## Problem description
The copy has to match the data exactly and leave out every picture.

## Supplied material
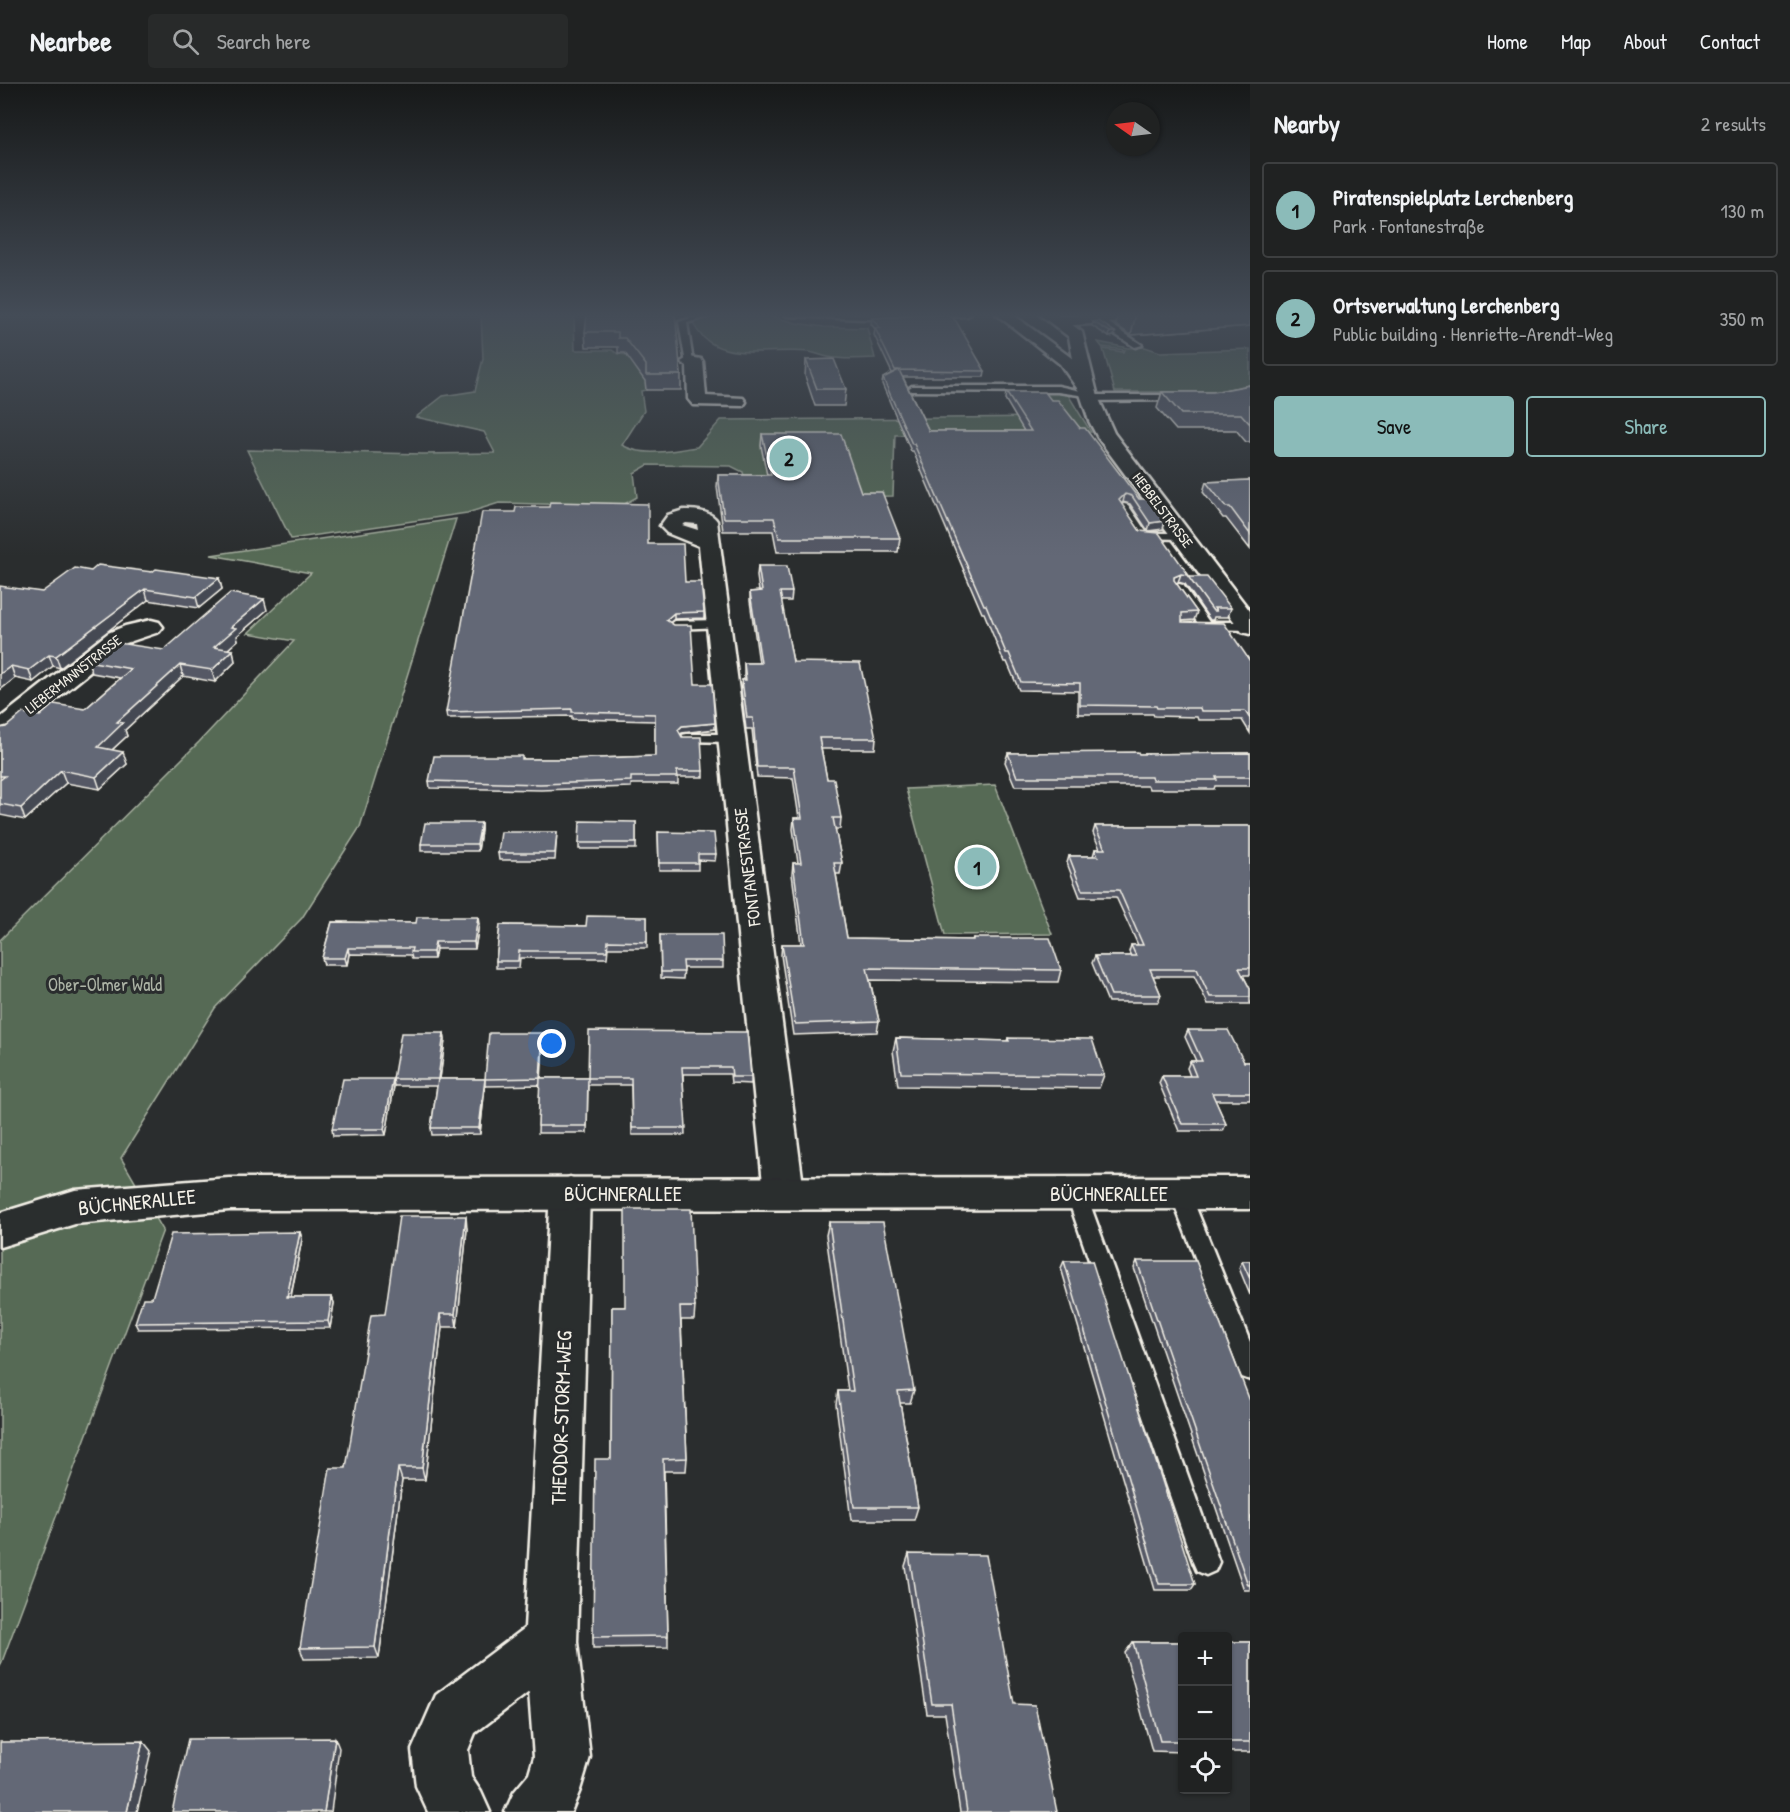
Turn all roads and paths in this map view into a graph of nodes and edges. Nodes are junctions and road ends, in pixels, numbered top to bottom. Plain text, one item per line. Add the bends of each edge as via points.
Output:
1 (697, 395) edge
2 (1088, 395) edge
3 (1121, 395) edge
4 (1191, 398) edge
5 (737, 402) dead end
6 (1124, 507) edge
7 (1181, 536) junction
8 (709, 542) dead end
9 (1179, 587) edge
10 (719, 624) junction
11 (674, 625) edge
12 (1192, 626) edge
13 (1206, 626) junction
14 (151, 627) dead end
15 (1250, 627) edge
16 (0, 731) edge
17 (687, 738) edge
18 (732, 738) junction
19 (570, 1193) junction
20 (784, 1193) junction
21 (1077, 1193) junction
22 (1180, 1193) junction
23 (1250, 1193) edge
24 (0, 1230) edge
25 (1250, 1370) edge
26 (1206, 1562) dead end
27 (551, 1642) junction
28 (461, 1812) edge
29 (534, 1812) edge

1 - 5 street via 699,401
2 - 7 street, HEBBELSTRASSE via 1106,434
3 - 4 lane
6 - 7 lane via 1144,536
7 - 15 street, HEBBELSTRASSE
8 - 10 street, FONTANESTRASSE
9 - 13 lane
10 - 11 lane
10 - 18 street, FONTANESTRASSE
12 - 13 lane
13 - 15 lane
14 - 16 street, LIEBERMANNSTRASSE via 117,638
17 - 18 lane
18 - 20 street, FONTANESTRASSE
19 - 20 street, BÜCHNERALLEE
19 - 24 street, BÜCHNERALLEE via 229,1194 75,1207
19 - 27 street, THEODOR-STORM-WEG
20 - 21 street, BÜCHNERALLEE
21 - 22 street, BÜCHNERALLEE
21 - 26 lane
22 - 23 street, BÜCHNERALLEE
22 - 25 lane
27 - 28 street via 455,1714 440,1750 444,1786
27 - 29 street, THEODOR-STORM-WEG via 562,1757 552,1790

## Task output
Turn all roads and paths in this map view into a graph of nodes and edges. Nodes are junctions and road ends, in pixels, numbered top to bottom. Plain text, one item per line. Add the bends of each edge as via points.
Output:
1 (697, 395) edge
2 (1088, 395) edge
3 (1121, 395) edge
4 (1191, 398) edge
5 (737, 402) dead end
6 (1124, 507) edge
7 (1181, 536) junction
8 (709, 542) dead end
9 (1179, 587) edge
10 (719, 624) junction
11 (674, 625) edge
12 (1192, 626) edge
13 (1206, 626) junction
14 (151, 627) dead end
15 (1250, 627) edge
16 (0, 731) edge
17 (687, 738) edge
18 (732, 738) junction
19 (570, 1193) junction
20 (784, 1193) junction
21 (1077, 1193) junction
22 (1180, 1193) junction
23 (1250, 1193) edge
24 (0, 1230) edge
25 (1250, 1370) edge
26 (1206, 1562) dead end
27 (551, 1642) junction
28 (461, 1812) edge
29 (534, 1812) edge

1 - 5 street via 699,401
2 - 7 street, HEBBELSTRASSE via 1106,434
3 - 4 lane
6 - 7 lane via 1144,536
7 - 15 street, HEBBELSTRASSE
8 - 10 street, FONTANESTRASSE
9 - 13 lane
10 - 11 lane
10 - 18 street, FONTANESTRASSE
12 - 13 lane
13 - 15 lane
14 - 16 street, LIEBERMANNSTRASSE via 117,638
17 - 18 lane
18 - 20 street, FONTANESTRASSE
19 - 20 street, BÜCHNERALLEE
19 - 24 street, BÜCHNERALLEE via 229,1194 75,1207
19 - 27 street, THEODOR-STORM-WEG
20 - 21 street, BÜCHNERALLEE
21 - 22 street, BÜCHNERALLEE
21 - 26 lane
22 - 23 street, BÜCHNERALLEE
22 - 25 lane
27 - 28 street via 455,1714 440,1750 444,1786
27 - 29 street, THEODOR-STORM-WEG via 562,1757 552,1790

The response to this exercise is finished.